We Believe What we Want to Believe
Seth Godin made two excellent points in his latest blog enty “What does Santa look like?”
- Most people want to believe.
- And we’re most comfortable believing what everyone else believes.
I completely agree with him here. I made a similar point, but on a completely unrelated topic. The last 4 years or so I have been an admin at Talklfc, a website for Liverpool FC fans. As most football fans will know, there are two transfer windows in the European football leagues. This means that clubs can buy players in January and during the summer between the end and start of a new league campaign.
Each and every single year we get people onto our website claiming to be an insider. In fact, as a small experiment I pretended to be an insider. I fabricated an article about a player joining us and due to the fact I was part of the admin staff and that most people knew me and I never really posted rumours, people tended to believe me. It spread like wildfire on the internet and people were even defending my story on other websites claiming that I was a valid source of information.
That tells me one thing….rumours carry more weight when they come from a trusted source, but that’s not exactly rocket science.
What is interesting though is to look at the players mentioned. If the player is considered rubbish people are more likely to dismiss the rumour, simply because they don’t want it to happen. However, if it’s a player who is consired as a worthy addition to the team people tend to take the rumour more seriously.

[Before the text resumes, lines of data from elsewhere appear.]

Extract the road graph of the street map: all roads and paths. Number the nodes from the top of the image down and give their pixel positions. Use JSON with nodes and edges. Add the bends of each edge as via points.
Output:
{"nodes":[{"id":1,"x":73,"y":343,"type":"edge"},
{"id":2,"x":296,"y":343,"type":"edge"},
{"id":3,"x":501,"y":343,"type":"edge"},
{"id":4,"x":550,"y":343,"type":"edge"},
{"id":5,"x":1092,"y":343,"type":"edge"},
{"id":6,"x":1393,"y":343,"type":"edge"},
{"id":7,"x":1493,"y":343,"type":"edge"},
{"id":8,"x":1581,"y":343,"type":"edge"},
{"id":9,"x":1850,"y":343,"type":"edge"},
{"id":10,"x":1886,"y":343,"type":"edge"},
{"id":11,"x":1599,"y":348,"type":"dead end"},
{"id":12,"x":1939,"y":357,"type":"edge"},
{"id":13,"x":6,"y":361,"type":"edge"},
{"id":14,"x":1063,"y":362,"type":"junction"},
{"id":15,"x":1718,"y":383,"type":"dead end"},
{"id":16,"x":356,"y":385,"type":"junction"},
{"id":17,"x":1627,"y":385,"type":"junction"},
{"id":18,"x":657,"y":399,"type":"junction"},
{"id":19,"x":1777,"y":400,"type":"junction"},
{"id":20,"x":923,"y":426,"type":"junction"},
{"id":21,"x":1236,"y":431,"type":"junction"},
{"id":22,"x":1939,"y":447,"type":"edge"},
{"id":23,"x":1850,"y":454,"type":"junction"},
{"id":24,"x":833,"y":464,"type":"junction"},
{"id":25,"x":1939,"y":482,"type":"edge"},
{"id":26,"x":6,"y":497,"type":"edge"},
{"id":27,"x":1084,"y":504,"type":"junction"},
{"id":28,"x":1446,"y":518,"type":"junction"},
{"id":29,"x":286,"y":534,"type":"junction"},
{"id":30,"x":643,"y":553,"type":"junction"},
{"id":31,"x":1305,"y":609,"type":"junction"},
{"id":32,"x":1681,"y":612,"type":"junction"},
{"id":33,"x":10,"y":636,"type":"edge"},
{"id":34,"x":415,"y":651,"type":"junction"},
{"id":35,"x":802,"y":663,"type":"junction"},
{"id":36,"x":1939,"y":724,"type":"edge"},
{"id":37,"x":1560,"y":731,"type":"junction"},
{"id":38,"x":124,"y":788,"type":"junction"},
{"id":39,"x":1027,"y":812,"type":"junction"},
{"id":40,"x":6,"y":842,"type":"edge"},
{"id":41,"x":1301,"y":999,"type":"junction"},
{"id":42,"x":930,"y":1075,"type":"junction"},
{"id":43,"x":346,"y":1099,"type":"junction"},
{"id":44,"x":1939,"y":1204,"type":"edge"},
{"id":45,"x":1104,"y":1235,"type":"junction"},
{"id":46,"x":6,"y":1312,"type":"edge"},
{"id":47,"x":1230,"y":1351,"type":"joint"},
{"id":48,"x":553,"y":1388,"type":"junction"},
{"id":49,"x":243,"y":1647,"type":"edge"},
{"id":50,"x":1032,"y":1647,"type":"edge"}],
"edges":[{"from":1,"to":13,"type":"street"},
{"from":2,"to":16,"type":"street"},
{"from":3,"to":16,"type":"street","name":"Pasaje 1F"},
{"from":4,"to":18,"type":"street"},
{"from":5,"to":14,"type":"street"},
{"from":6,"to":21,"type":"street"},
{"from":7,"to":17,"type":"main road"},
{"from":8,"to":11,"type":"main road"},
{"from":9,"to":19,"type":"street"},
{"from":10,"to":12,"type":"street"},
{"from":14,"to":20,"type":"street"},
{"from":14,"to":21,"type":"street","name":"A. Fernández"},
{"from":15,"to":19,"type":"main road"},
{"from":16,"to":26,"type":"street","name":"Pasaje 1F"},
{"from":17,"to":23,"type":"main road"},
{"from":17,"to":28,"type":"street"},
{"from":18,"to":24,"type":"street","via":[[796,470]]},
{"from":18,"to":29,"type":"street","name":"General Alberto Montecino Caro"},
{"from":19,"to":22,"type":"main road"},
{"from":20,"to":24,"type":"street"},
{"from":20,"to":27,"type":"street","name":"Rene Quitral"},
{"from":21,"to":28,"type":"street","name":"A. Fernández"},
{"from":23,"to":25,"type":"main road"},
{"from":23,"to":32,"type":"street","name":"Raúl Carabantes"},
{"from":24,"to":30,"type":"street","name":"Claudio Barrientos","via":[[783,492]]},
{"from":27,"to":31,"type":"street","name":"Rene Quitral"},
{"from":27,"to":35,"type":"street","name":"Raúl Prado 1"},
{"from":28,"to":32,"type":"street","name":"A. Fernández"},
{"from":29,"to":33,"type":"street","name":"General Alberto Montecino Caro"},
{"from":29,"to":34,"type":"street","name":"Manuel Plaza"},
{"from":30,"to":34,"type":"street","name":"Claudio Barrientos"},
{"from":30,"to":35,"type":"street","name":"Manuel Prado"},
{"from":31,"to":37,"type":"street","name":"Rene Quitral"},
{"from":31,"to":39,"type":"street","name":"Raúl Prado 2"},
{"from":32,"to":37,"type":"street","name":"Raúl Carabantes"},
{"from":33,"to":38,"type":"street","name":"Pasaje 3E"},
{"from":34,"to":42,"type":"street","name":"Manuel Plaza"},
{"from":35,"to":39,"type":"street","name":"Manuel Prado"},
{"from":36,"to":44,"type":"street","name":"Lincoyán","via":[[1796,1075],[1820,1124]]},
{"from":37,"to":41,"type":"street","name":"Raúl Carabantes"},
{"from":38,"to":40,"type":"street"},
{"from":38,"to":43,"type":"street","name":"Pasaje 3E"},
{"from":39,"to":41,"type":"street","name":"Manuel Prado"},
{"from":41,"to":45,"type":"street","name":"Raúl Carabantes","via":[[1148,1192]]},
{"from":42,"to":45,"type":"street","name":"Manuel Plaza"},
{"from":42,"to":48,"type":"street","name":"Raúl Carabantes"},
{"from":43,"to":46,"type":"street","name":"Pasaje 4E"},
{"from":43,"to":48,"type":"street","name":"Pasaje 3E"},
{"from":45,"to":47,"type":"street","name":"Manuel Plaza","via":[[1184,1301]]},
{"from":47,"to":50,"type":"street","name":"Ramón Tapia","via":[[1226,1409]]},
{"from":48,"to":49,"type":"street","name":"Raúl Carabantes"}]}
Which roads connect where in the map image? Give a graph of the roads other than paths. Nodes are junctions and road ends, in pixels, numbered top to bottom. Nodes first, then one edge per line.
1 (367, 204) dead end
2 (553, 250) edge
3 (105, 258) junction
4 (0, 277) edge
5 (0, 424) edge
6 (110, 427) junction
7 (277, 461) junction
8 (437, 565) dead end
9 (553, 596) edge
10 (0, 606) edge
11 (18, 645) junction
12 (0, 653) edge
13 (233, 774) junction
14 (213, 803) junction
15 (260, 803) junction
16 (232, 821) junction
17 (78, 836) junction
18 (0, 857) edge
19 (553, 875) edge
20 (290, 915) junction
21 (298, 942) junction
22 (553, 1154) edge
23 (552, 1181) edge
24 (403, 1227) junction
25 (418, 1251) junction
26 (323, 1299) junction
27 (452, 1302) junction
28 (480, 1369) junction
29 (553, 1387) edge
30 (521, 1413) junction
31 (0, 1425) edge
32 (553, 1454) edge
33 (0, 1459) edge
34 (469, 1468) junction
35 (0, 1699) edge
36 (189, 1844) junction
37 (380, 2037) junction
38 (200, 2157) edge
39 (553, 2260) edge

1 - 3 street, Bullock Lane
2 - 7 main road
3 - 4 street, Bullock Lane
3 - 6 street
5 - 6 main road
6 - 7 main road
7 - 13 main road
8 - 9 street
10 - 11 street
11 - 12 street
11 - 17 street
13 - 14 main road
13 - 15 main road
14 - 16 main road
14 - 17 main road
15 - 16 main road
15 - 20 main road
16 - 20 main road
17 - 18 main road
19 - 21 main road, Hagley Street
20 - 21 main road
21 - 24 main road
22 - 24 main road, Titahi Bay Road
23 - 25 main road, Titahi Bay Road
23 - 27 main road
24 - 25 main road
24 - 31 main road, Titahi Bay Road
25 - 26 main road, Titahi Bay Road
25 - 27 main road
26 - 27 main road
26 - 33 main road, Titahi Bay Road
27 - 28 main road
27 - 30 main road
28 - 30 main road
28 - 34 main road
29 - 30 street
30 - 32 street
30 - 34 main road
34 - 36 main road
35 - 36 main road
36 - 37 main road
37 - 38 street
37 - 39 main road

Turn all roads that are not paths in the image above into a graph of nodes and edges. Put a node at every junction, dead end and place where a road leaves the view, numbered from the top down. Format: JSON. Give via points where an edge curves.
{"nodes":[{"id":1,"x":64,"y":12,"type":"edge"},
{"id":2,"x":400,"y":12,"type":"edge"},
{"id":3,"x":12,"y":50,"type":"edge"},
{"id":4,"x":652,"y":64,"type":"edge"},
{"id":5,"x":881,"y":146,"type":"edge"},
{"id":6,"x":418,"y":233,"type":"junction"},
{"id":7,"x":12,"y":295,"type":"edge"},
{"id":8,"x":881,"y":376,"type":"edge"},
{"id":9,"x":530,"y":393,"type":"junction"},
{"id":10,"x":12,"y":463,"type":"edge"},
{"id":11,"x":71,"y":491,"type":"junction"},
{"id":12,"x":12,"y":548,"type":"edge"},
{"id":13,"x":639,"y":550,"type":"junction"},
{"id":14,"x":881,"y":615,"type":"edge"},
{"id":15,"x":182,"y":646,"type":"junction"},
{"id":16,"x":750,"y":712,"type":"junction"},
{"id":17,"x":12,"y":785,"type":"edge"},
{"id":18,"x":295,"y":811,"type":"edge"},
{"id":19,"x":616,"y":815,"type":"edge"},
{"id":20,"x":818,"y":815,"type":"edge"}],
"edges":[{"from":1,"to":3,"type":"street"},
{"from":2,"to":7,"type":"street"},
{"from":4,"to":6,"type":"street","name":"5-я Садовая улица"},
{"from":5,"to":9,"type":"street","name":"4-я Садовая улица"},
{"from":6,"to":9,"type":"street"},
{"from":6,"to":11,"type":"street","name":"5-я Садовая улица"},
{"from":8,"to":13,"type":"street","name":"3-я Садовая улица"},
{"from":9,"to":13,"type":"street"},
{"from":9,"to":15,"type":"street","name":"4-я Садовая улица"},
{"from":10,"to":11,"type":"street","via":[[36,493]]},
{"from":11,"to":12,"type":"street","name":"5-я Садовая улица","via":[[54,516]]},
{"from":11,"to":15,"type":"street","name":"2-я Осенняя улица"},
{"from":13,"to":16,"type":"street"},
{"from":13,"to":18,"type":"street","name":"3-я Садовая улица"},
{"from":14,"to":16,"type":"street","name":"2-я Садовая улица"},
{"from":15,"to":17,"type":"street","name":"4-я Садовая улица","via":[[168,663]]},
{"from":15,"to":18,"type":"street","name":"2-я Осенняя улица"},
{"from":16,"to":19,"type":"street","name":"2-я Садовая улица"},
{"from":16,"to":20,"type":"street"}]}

I don’t have any figures to back this up, but this is all purely from my experience on the particular forum on which I post. I did discuss this with people who post on other sites and they tended to agree.
It’s also funny to see the sheep mentality which creeps in sometimes, which proves Seth’s second point. When a more respected poster of the site (respect is typically earned by time spent on the site, or number of posts) has the tendency to lean favourably towards a rumour, other members more easily accept the rumour as fact too.
From a marketing point of view this shows that it’s important to understand who the leading figures in a (online) community are. They can help persuade the masses.